Why Paxton Lynch is the Broncos' best option to start at quarterback

The Broncos always planned on Paxton Lynch being their starting quarterback, but “at some point in the future” has turned to “right now."

The Broncos have two preseason games left — one where regular-season players will participate — and it’s clear that Lynch, the 2016 first-round pick out of Memphis, is the team’s best quarterback heading into those contests.

While this status is a testament to Lynch’s talent, the rookie isn’t in first place because he’s playing stellar ball — it’s because the Broncos other options, Trevor Siemian and Mark Sanchez, appear unplayable at this point.

Siemian, the former seventh-round pick out of Northwestern who started only 14 games for the Big Ten school but ended his career with 24 interceptions thrown, started Saturday’s preseason game against the 49ers, having clearly been given the chance to win the starting job with a solid performance.

He was humming along to start the contest, making hay with short passes in the flat and to the sideline, but his obvious inability to read the 49ers’ 3-4 defensive coverages — something he showed early and throughout the contest — burned him in the second quarter, when he threw an egregious interception against a cover-four zone defense.

Had Siemian recognized the coverage correctly — the 49ers weren’t masking it much, if at all, Saturday — he would have known that the safety, Eric Reid, would be lurking right in the area the ball went. It shouldn’t come as a surprise Siemian was pulled from the contest soon thereafter. The interception was the first pass beyond 10 yards he threw in the contest, and the result was truly bordering on the worst-case scenario.

Siemian doesn’t have professional-level arm strength — if he were a major league pitcher, he’d be throwing his fastball at 80 miles per hour, compared to the 90 or 100 mph of others — and through two preseason games, he hasn’t shown the ability to carve up an offense with his smarts. Siemian, a nobody on the roster, had a chance to be the starting quarterback for the defending Super Bowl champions on Saturday but proved that it would be a tremendous disservice to the other members of the Broncos to start him in Week One.

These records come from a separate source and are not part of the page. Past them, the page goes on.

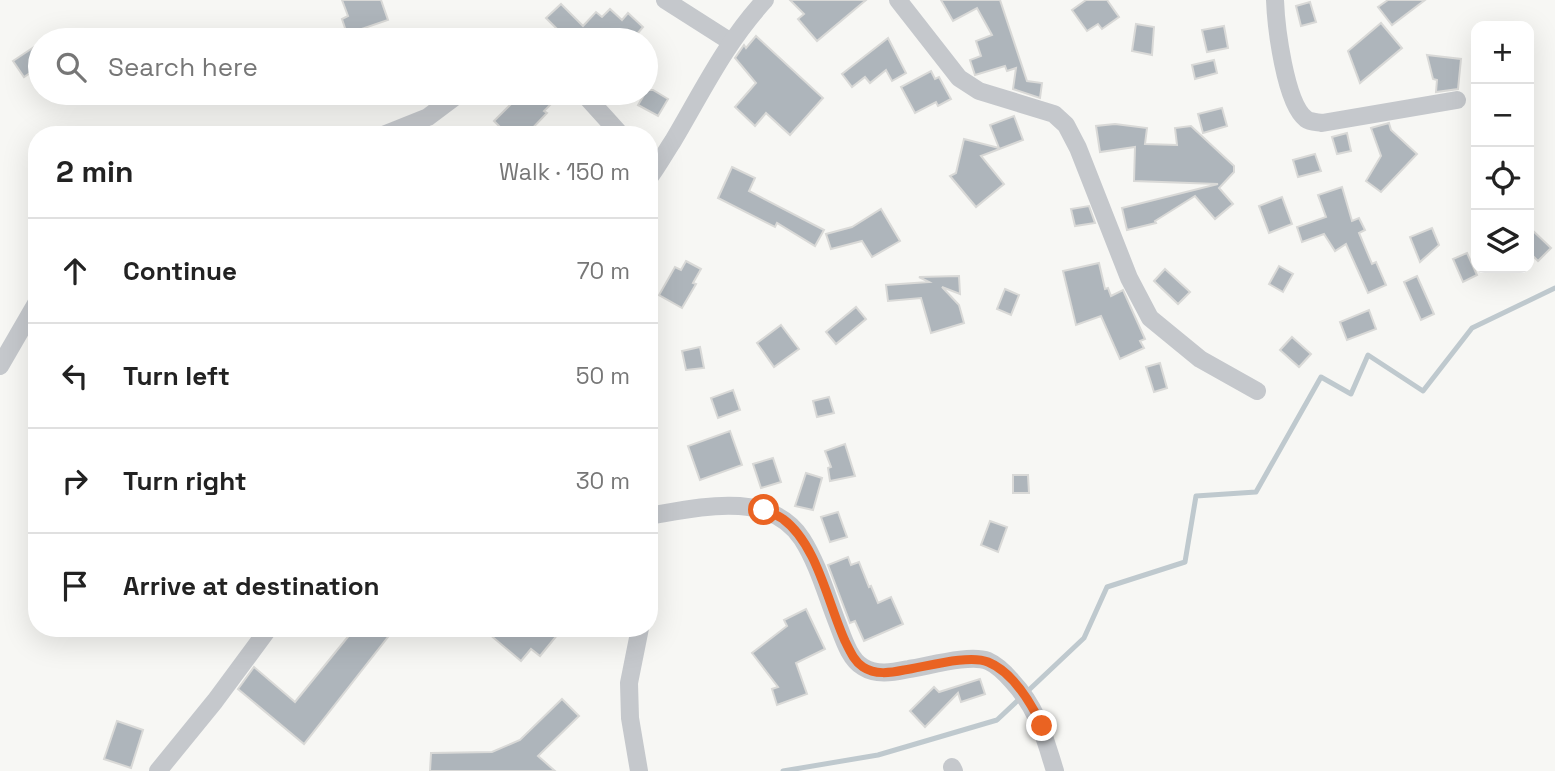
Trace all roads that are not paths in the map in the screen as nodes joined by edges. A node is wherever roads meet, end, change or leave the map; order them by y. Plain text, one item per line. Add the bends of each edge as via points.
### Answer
1 (665, 0) edge
2 (765, 0) edge
3 (1275, 0) edge
4 (904, 2) edge
5 (731, 41) junction
6 (1457, 100) dead end
7 (444, 105) edge
8 (594, 105) edge
9 (406, 126) edge
10 (613, 126) edge
11 (658, 161) edge
12 (28, 318) edge
13 (0, 366) edge
14 (1256, 391) dead end
15 (658, 514) edge
16 (262, 637) edge
17 (638, 637) edge
18 (158, 771) edge
19 (639, 771) edge
20 (1055, 771) edge

1 - 5 street
2 - 5 street
3 - 6 street via 1286,80 1307,120 1322,123
4 - 14 street via 959,78 979,91 1054,114 1066,125 1150,318 1200,359
5 - 11 street
7 - 9 street
8 - 10 street
12 - 13 street
15 - 20 street via 737,506 783,519 801,538 861,666 890,673 971,659 988,661 1003,671 1032,705
16 - 18 street
17 - 19 street via 629,683

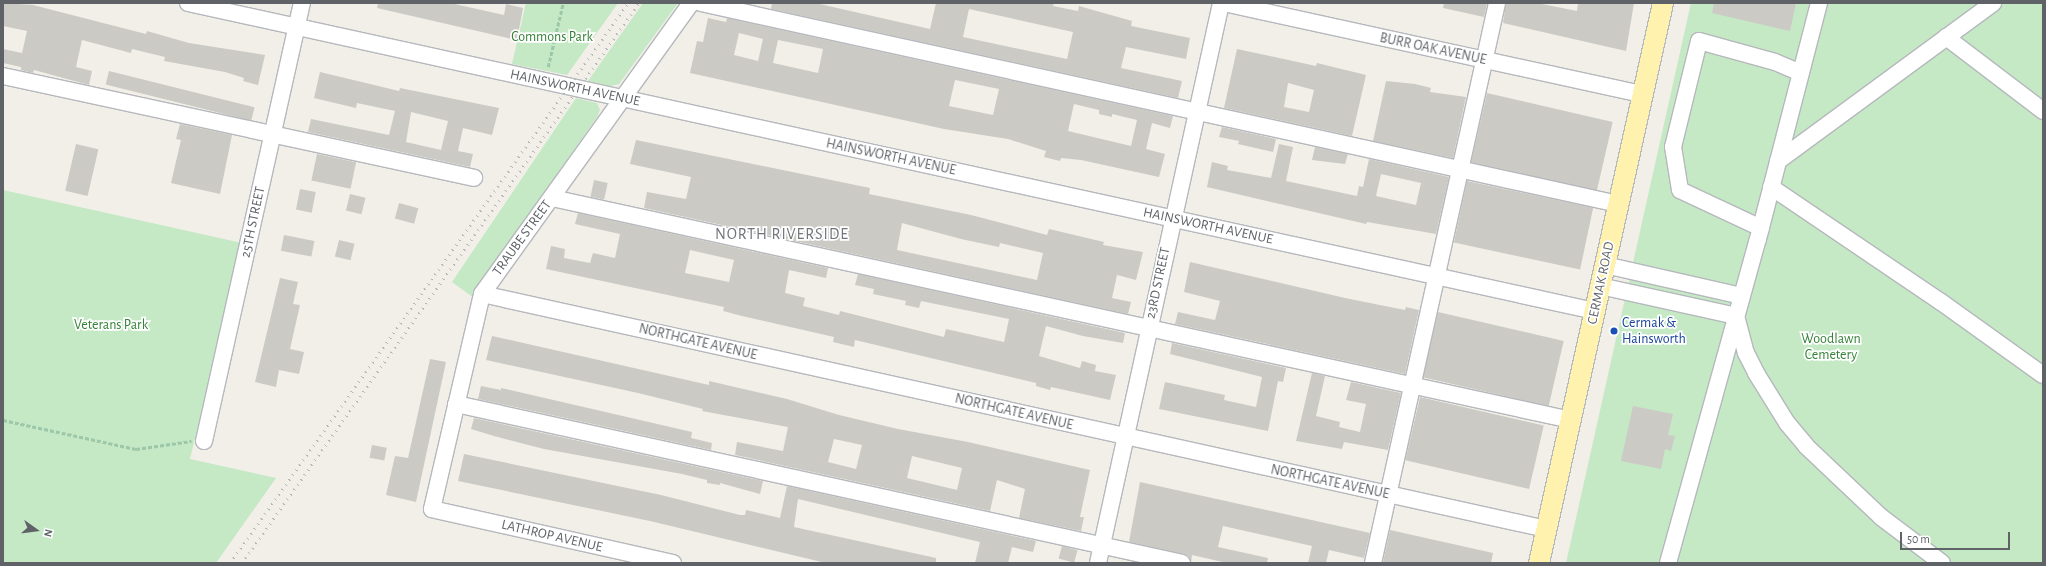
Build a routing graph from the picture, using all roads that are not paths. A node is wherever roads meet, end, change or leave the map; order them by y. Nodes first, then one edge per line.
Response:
1 (188, 3) edge
2 (302, 3) edge
3 (691, 3) edge
4 (701, 3) edge
5 (1222, 3) edge
6 (1497, 3) edge
7 (1663, 3) edge
8 (1819, 3) edge
9 (1992, 3) edge
10 (296, 27) junction
11 (1946, 37) junction
12 (1484, 60) junction
13 (1801, 73) junction
14 (3, 76) edge
15 (1643, 94) junction
16 (623, 99) junction
17 (2043, 111) edge
18 (1196, 112) junction
19 (272, 134) junction
20 (1778, 161) junction
21 (1460, 169) junction
22 (474, 178) dead end
23 (1771, 187) junction
24 (552, 198) junction
25 (1618, 204) junction
26 (1172, 218) junction
27 (1761, 228) junction
28 (1605, 265) junction
29 (1437, 276) junction
30 (1600, 286) junction
31 (482, 294) junction
32 (1741, 296) junction
33 (1595, 311) junction
34 (1736, 316) junction
35 (1149, 328) junction
36 (2043, 375) edge
37 (1413, 385) junction
38 (456, 404) junction
39 (1571, 420) junction
40 (1125, 437) junction
41 (204, 441) road end
42 (1388, 495) junction
43 (432, 509) joint
44 (1546, 529) junction
45 (1101, 545) junction
46 (673, 563) edge
47 (1098, 563) edge
48 (1182, 563) edge
49 (1373, 563) edge
50 (1539, 563) edge
51 (1669, 563) edge
52 (1942, 563) edge

1 - 10 street, HAINSWORTH AVENUE
2 - 10 street, 25TH STREET
3 - 16 street, TRAUBE STREET
4 - 18 street
5 - 12 street, BURR OAK AVENUE
5 - 18 street, 23RD STREET
6 - 12 street
7 - 15 main road, CERMAK ROAD
8 - 13 street
9 - 11 street
10 - 16 street, HAINSWORTH AVENUE
10 - 19 street, 25TH STREET
11 - 17 street
11 - 20 street
12 - 15 street, BURR OAK AVENUE
12 - 21 street
13 - 20 street
13 - 27 street
14 - 19 street
15 - 25 main road, CERMAK ROAD
16 - 24 street, TRAUBE STREET
16 - 26 street, HAINSWORTH AVENUE
18 - 21 street
18 - 26 street, 23RD STREET
19 - 22 street
19 - 41 street, 25TH STREET
20 - 23 street
21 - 25 street
21 - 29 street
23 - 27 street
23 - 36 street
24 - 31 street, TRAUBE STREET
24 - 35 street
25 - 28 main road, CERMAK ROAD
26 - 29 street, HAINSWORTH AVENUE
26 - 35 street, 23RD STREET
27 - 32 street
28 - 30 main road, CERMAK ROAD
28 - 32 street
29 - 33 street, HAINSWORTH AVENUE
29 - 37 street
30 - 33 main road, CERMAK ROAD
30 - 34 street
31 - 38 street, TRAUBE STREET
31 - 40 street, NORTHGATE AVENUE
32 - 34 street
33 - 39 main road, CERMAK ROAD
34 - 51 street
34 - 52 street
35 - 37 street
35 - 40 street, 23RD STREET
37 - 39 street
37 - 42 street
38 - 43 street, TRAUBE STREET
38 - 45 street
39 - 44 main road, CERMAK ROAD
40 - 42 street, NORTHGATE AVENUE
40 - 45 street, 23RD STREET
42 - 44 street, NORTHGATE AVENUE
42 - 49 street
43 - 46 street, LATHROP AVENUE
44 - 50 main road, CERMAK ROAD
45 - 47 street, 23RD STREET
45 - 48 street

Which leaves the presumptive starter as Mark Sanchez. The former Jets and Eagles quarterback, like Siemian, merely needed to provide the Denver coaching staff with a steady, error-free performance to take the lead for the starting job Saturday. He too could not provide that.

Sanchez’ inability to hold onto the ball manifested itself twice Saturday. Both turnovers were almost laughably poetic — coming inside the 20-yard line thanks to Sanchez’ notorious butterfingers.

Even if Sanchez had a better game than Siemian throwing the ball — he clearly had more control over the offense out on the field — it was his inability to control the ball that makes him unplayable at this moment.

So then Lynch merely had to have a mediocre game to take the lead for the starting job, and that’s exactly what he gave the Broncos. Get excited!

The rookie’s arm talent is off-the-charts — he’s throwing the 100 mph fastball — and it was on full display against the 49ers.

In any other circumstance, Lynch wouldn’t be the favorite to start — he started slow and then made some risky throws into, through, and around coverage — throws that you can’t make consistently at the NFL level, no matter who you are — but he wasn't burned until the final play of the game Saturday, and he looked far superior to both the Broncos competition in the 49ers and the in-house competition at quarterback.

The only reason Lynch didn’t flat-out win the job Sunday — he was doing it all against the backups’ backups.

The Broncos play their third (and effectively final) preseason game Saturday against the Rams, and Lynch has to enter the week as QB 1, with the onus on him to lose the job.

The Broncos, lest we forget, are the defending Super Bowl champions, and that all-world defense from last year is poised to repeat its performance. The offense only needs to be average to give the Broncos a chance to make the playoffs in 2016, and through two preseason games, Lynch appears as the only quarterback capable of making this Denver offense average.